- Theatrical release poster
- Directed by: Mark Kemble
- Written by: Mark Kemble, Jamieson Stern
- Produced by: Theo Rossi Nicholas Carmona Emma Tillinger Koskoff
- Starring: Theo Rossi Ashley Williams Johnny Whitworth Karen Allen Michael Harney
- Music by: Tina DiGeorge
- Release dates: April 29, 2015 (Tribeca Film Festival); February 12, 2016; ^{[citation needed]}
- Running time: 101 minutes
- Country: United States
- Language: English

= Bad Hurt =

Bad Hurt is a 2015 American film directed by Mark Kemble. It stars Theo Rossi, Karen Allen and Johnny Whitworth. The film is based on the play Badhurt on Cedar Street.

==Plot==
Shortly before Christmas Day 1999, Todd drives a small bus on Staten Island, where he also lives. He is also a reserve police officer hoping to go to the police academy. His father Ed served in the Vietnam War and his mother Elaine must take care of two disabled children. DeeDee is developmentally disabled. Kent served in Iraq and is unable to do much, taking a lot of medication but given little help by the VA.

DeeDee and her disabled friend Willy work at a box factory. She is let go because of what they did together.

While driving his bus, Todd meets Jessie who is new in town and needs a job. Todd sees Kent trying to buy drugs and stops him.

One night Kent is having a hard time and Elaine takes him to the hospital. Todd, unaware of this, buys from the dealer and gives what he bought to Kent.

At Kent's funeral, Elaine gets upset because her son was not given a proper military ceremony.

After the funeral, Todd finds Ed at a baseball field and learns the full story of Ed's service in Vietnam. Ed made a mistake that got his entire unit killed. However, he refuses to listen when Todd tries to explain why Kent wasn't getting proper benefits or a military funeral. Ed will not let anyone say Kent did anything wrong.

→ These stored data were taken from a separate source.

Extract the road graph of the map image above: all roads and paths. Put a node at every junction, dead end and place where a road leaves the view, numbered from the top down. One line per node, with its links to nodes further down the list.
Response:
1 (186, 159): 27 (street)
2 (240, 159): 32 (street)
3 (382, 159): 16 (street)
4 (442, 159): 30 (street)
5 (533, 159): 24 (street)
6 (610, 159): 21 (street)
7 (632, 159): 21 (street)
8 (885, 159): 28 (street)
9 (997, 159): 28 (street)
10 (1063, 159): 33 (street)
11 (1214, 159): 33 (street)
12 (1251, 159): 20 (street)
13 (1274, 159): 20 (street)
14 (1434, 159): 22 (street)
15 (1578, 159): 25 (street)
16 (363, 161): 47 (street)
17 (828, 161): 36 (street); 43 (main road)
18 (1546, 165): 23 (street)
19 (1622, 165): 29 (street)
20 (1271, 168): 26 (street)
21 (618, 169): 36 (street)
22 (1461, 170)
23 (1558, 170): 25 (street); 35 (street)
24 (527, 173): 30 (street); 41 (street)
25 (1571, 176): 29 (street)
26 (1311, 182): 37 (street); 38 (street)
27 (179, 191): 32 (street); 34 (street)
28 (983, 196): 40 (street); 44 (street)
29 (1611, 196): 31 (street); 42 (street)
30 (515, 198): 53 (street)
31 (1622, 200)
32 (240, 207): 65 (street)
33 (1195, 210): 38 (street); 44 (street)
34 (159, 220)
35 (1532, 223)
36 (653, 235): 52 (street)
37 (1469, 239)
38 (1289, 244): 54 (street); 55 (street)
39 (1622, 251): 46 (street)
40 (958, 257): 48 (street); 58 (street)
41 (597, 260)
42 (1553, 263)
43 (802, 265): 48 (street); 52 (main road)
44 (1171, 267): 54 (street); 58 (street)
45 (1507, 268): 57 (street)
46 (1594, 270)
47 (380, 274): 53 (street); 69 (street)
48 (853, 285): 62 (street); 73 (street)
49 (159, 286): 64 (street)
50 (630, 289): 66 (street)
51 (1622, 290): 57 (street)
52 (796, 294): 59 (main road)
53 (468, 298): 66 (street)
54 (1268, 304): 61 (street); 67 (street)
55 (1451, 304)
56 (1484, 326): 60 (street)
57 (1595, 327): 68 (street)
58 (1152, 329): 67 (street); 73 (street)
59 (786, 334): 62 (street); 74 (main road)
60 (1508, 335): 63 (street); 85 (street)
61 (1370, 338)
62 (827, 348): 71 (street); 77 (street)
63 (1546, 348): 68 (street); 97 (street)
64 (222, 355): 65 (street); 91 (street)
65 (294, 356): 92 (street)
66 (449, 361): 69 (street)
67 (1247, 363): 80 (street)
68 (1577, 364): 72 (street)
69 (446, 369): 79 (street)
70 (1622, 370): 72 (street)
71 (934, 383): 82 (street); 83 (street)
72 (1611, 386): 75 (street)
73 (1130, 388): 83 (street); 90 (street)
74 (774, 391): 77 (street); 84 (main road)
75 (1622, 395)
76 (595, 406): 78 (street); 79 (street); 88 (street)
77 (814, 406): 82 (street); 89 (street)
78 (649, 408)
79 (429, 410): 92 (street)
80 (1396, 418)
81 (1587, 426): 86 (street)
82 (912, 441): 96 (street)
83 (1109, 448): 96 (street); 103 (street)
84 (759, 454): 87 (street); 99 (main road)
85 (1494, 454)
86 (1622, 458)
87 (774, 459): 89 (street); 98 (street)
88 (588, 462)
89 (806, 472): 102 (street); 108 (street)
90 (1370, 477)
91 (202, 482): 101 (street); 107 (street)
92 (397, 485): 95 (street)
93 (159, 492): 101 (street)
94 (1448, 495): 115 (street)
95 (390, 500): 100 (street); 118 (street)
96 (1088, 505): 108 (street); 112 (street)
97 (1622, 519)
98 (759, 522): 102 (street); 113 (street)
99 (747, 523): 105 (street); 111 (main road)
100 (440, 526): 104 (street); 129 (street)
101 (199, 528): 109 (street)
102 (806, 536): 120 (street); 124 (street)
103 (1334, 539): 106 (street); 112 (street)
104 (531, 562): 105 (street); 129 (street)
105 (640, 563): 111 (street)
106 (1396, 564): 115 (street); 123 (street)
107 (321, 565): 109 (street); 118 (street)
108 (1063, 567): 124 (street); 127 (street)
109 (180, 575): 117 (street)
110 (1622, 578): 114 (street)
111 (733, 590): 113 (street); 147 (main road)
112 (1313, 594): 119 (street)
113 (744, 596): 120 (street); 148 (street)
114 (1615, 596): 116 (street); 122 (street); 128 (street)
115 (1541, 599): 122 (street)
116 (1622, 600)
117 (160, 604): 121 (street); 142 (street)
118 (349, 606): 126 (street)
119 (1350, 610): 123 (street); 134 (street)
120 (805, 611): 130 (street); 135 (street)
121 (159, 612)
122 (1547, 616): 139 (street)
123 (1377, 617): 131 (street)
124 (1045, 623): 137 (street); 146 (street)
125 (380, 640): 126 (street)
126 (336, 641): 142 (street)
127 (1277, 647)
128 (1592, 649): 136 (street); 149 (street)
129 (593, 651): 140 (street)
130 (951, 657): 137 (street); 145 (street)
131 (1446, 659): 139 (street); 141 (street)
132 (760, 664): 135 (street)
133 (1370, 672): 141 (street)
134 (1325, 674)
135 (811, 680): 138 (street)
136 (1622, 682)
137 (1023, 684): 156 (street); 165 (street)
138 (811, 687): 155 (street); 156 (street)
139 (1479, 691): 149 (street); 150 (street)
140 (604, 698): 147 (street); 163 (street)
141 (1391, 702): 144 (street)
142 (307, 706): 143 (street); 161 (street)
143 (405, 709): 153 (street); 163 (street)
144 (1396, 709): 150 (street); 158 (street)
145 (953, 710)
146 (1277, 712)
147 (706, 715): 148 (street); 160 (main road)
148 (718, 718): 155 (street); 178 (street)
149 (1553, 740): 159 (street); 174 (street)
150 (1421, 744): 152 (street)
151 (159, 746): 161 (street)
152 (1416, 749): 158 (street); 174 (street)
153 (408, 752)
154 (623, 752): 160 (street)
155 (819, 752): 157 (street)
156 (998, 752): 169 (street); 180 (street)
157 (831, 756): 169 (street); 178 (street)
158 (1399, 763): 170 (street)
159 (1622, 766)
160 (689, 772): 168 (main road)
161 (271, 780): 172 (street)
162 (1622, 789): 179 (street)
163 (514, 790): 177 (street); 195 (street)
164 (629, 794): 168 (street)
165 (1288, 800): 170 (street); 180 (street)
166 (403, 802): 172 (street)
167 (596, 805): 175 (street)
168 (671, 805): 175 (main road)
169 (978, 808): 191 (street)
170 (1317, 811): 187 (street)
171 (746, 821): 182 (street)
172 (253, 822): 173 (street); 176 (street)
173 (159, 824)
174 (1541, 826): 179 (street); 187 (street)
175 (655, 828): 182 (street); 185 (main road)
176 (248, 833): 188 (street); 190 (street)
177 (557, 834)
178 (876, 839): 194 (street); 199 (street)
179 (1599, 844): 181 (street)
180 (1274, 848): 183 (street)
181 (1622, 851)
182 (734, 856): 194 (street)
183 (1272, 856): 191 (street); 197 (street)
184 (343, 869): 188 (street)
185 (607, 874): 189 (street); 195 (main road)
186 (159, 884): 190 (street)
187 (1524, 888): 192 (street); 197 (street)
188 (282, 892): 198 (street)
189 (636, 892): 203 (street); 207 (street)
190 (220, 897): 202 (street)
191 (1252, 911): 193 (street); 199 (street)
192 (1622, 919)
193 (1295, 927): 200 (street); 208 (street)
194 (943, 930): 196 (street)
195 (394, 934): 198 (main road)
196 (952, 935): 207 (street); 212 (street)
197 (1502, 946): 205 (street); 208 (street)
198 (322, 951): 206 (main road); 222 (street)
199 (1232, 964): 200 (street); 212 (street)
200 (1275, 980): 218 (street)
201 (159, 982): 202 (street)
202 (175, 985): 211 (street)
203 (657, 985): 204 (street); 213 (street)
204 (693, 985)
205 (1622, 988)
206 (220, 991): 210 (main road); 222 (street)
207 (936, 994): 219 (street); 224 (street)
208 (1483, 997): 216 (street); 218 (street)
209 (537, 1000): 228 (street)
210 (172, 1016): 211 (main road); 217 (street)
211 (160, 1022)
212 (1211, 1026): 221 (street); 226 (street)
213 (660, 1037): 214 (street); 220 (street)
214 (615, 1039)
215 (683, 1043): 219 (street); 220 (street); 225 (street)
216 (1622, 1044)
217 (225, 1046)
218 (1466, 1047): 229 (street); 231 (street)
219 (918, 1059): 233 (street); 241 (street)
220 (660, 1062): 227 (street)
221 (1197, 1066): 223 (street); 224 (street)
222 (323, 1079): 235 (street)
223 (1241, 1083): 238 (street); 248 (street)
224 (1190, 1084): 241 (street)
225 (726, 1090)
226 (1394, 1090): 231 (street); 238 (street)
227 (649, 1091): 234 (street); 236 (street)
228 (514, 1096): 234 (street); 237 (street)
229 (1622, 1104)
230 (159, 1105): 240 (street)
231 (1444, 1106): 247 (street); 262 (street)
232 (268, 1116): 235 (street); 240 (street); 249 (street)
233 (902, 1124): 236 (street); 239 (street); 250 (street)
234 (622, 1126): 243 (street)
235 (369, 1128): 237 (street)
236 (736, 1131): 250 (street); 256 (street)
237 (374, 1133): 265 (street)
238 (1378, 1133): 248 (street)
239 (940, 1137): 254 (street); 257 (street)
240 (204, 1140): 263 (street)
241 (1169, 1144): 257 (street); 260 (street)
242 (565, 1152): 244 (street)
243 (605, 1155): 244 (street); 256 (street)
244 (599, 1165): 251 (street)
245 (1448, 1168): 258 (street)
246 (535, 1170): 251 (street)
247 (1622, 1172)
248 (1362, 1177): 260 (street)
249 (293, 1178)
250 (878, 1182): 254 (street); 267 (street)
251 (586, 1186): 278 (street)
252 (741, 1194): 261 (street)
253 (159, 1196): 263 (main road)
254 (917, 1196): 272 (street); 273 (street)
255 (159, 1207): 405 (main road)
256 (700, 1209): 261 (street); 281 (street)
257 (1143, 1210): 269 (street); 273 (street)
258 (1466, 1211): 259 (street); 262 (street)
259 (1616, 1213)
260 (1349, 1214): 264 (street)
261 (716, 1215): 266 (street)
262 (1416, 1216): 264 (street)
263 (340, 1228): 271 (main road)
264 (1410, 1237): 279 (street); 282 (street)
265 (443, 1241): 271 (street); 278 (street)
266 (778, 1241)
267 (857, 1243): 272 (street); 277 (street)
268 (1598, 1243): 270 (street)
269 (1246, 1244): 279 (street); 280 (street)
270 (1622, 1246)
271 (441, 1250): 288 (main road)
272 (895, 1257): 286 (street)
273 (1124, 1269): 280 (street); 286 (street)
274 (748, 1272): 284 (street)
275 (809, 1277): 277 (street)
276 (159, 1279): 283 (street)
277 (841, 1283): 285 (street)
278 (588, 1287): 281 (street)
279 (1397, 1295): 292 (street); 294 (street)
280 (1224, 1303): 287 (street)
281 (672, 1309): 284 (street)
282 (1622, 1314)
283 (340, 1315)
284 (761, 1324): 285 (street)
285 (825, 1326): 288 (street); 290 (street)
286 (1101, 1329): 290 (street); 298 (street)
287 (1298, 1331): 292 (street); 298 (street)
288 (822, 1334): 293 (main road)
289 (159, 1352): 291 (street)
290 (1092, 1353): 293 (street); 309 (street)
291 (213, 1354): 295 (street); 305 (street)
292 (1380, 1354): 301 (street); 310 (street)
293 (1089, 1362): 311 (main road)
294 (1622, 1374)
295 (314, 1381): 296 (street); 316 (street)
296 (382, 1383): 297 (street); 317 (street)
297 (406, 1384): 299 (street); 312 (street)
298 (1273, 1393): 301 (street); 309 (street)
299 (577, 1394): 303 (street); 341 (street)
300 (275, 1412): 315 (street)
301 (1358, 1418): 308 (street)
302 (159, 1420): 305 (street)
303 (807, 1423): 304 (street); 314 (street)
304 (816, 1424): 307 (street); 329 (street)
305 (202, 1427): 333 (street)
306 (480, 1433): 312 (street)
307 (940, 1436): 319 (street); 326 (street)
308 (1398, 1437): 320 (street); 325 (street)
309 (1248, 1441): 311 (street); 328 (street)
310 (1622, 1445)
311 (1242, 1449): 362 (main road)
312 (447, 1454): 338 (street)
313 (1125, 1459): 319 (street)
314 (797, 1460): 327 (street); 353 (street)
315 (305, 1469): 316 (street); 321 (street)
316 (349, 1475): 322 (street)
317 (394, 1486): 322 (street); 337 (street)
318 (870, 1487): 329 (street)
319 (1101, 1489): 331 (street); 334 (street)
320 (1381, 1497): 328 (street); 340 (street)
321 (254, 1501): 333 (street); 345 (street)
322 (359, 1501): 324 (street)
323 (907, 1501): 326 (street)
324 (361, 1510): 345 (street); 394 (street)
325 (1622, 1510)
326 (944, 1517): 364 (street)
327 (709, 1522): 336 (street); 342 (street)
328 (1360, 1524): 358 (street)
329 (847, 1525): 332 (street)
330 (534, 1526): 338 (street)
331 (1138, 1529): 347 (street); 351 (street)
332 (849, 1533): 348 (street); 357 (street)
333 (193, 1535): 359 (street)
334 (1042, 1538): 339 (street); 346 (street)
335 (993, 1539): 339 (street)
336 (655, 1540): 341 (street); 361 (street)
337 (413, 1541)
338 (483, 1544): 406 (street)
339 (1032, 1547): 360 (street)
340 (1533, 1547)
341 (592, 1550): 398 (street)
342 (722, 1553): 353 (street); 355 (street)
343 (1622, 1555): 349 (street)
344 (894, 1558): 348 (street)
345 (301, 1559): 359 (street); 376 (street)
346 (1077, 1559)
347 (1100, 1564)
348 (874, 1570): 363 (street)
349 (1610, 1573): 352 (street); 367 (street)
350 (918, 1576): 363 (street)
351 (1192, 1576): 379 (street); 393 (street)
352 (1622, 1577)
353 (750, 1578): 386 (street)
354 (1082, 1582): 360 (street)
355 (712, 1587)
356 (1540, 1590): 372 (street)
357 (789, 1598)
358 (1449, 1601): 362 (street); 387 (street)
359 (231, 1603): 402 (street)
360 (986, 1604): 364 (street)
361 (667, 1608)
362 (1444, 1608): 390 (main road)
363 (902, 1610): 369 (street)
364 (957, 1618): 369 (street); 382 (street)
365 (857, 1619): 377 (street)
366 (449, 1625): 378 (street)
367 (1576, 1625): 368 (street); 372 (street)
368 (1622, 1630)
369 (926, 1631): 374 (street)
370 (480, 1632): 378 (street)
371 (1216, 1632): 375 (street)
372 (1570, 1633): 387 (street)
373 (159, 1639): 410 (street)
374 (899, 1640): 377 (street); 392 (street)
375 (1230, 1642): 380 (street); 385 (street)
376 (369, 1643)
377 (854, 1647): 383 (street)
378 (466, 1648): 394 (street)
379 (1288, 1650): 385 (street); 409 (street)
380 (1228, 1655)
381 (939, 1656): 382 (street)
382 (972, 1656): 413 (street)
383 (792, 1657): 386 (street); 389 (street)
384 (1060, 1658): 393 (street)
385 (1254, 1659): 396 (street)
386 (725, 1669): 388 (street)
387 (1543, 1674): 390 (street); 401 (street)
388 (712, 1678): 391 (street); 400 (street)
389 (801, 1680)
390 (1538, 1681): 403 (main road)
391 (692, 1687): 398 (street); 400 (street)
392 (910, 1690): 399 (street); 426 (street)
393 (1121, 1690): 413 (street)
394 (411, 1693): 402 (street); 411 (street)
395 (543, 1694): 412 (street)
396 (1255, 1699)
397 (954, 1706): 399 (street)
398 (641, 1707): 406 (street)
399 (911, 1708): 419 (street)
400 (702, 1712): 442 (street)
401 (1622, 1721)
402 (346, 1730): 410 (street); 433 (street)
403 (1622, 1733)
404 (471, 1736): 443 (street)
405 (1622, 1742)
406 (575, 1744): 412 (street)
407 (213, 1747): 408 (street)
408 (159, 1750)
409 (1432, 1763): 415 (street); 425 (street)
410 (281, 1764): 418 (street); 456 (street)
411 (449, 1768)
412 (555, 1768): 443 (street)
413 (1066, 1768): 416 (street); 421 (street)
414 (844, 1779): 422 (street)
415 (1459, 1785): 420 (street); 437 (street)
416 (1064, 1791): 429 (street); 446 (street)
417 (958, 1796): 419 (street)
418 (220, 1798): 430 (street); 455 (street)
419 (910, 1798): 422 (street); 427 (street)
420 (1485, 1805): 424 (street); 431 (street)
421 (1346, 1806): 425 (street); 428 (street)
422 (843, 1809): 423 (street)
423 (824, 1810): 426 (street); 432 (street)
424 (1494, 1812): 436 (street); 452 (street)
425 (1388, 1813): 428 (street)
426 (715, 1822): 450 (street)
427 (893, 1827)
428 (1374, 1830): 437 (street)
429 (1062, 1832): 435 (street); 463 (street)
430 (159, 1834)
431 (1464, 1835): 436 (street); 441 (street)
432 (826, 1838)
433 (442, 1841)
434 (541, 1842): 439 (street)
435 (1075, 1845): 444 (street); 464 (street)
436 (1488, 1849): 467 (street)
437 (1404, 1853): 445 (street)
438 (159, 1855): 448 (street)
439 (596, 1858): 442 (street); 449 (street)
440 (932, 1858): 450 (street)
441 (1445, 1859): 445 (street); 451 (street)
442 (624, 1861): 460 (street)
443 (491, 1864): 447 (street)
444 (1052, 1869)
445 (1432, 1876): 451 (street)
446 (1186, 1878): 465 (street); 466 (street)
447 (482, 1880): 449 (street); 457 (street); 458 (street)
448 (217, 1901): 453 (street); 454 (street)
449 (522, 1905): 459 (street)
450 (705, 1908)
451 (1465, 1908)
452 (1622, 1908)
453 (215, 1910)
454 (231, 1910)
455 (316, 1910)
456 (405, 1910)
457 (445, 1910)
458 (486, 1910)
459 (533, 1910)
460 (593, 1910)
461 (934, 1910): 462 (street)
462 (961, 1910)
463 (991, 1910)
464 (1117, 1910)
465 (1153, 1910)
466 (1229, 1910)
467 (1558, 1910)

Elaine takes Willy to a fast food place where Jessie works. She invites the family to a dance.

The family has Christmas dinner, but it is not without drama because of DeeDee and Willy.

Later, the family attends the dance, which is where DeeDee used to work. The family is refused entry until everyone sees how happy dancing with Willy makes DeeDee. Todd sees Jessie and meets her young daughter.

==Cast==
- Theo Rossi as Todd Kendall
- Ashley Williams as Jessie
- Johnny Whitworth as Kent Kendall
- Iris Gilad as Dee Dee Kendall
- Calvin Dutton as Willy Crum
- Karen Allen as Elaine Kendall
- Michael Harney as Ed Kendall
- Dorothy Lyman as Mrs. Salisbury

==Reception==
The film received 79% positive reviews at Rotten Tomatoes. In The Hollywood Reporter, Jordan Mintzer wrote that the film "marks a promising directorial debut from playwright Mark Kemble". Gary Goldstein of the Los Angeles Times found it "too airless and depressing".